I’ve got a rather large dataset that I need to do a lot of processing on, over several iterations, it’s a 20gb zip file, flat text, and I’m impatient and don’t like not knowing things!
My new favourite Linux command line tool, pv (pipe viewer) is totally awesome. Check this out:
pv -cN source < urls.gz | zcat | pv -cN zcat | perl -lne '($a,$b,$c,$d) = split /\||\t/; print $b unless $b =~ /ac\.uk/; print $c unless $c =~ /ac\.uk/' | pv -cN perl | gzip | pv -cN gzip > hosts.gz
zcat: 93.4GiB 1:33:18 [26.6MiB/s] [ <=> ]
perl: 85.7GiB 1:33:18 [25.3MiB/s] [ <=> ]
source: 13.2GiB 1:33:17 [3.57MiB/s] [===============================================> ] 67% ETA 0:44:41
gzip: 12.7GiB 1:33:18 [3.51MiB/s] [ <=> ]

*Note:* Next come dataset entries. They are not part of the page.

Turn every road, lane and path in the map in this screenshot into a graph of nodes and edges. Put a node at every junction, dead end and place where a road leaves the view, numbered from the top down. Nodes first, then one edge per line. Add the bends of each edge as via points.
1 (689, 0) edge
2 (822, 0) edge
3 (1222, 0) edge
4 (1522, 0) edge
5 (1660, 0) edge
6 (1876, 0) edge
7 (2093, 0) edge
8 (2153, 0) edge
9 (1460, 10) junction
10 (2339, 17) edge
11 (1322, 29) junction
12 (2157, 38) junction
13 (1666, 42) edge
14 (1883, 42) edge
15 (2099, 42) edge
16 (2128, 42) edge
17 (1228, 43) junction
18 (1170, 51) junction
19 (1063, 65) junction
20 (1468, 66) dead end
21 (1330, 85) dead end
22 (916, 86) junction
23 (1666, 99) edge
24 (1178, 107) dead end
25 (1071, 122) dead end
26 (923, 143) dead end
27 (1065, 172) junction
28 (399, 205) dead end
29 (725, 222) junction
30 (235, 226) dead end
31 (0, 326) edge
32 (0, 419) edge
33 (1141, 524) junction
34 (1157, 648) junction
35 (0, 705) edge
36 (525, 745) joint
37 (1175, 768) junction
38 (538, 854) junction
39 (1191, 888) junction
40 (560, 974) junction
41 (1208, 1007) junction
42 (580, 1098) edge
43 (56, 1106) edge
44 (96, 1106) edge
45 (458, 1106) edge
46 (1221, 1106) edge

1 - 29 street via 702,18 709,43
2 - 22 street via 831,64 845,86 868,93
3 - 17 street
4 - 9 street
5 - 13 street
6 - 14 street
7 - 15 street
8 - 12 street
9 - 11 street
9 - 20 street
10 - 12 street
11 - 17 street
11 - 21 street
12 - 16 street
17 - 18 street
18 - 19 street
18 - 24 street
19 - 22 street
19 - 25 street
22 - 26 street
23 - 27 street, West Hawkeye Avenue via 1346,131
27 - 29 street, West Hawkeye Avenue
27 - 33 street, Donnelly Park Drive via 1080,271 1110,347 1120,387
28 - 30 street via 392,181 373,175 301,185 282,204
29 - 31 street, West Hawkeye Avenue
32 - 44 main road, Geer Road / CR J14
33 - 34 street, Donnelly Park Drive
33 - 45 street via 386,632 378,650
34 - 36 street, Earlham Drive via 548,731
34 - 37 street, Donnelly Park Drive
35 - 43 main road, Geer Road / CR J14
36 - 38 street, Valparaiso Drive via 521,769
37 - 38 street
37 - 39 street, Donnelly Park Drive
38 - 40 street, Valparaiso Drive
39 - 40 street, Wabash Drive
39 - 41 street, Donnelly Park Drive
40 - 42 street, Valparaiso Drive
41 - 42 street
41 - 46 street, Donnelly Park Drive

I’m basically splitting some text, removing stuff I don’t want and doing:
zcat urls.gz | perl -lne '($a,$b,$c,$d) = split /\||\t/; print $b unless $b =~ /ac\.uk/; print $c unless $c =~ /ac\.uk/' | gzip > hosts.gz
But at appropriate moments I’ve piped the output in to the pv pipe viewer tool to report on some metrics. FYI the -N flag lets me set a name for the pv instance, and the -c flag is to enable cursor positioning so we can use multiple instances of pv!
The reason pipe viewer is totally cool is the extra sneaky data we get!
Pipe Viewer Is Magic
Because the first instance of pv is reading our urls.gz file in itself, it can display how much of the file it’s processed and roughly how long it will complete. MOST USEFUL THING EVER! Also I had no idea how large the compressed dataset was and was hesitant to uncompress the data as I wasn’t sure how big it would be, we can see from the pv instance named zcat that zcat has so far spat out 93.4GB of data, at 67% through we can predict this file is probably around 140GB if we extract it. How cool is that? We can also tell from the pv named perl that after splitting and removing the data we don’t want, we’ve so far shaved off 10GB, which is kinda interesting to splurge over for a bit, and lastly with the named gzip pv instance, pipe viewer is telling us the size of the output file we’ve generated so far.
This is totally rad.
Note. Many thanks to Norway for forcing me to rewrite my initial one liner of
zcat urls.gz | sed 's/|/ /g' | while read a b c d ; do echo $b ; echo $c ; done | grep -v ac.uk$ | gzip > hosts.gz
by glaring at me.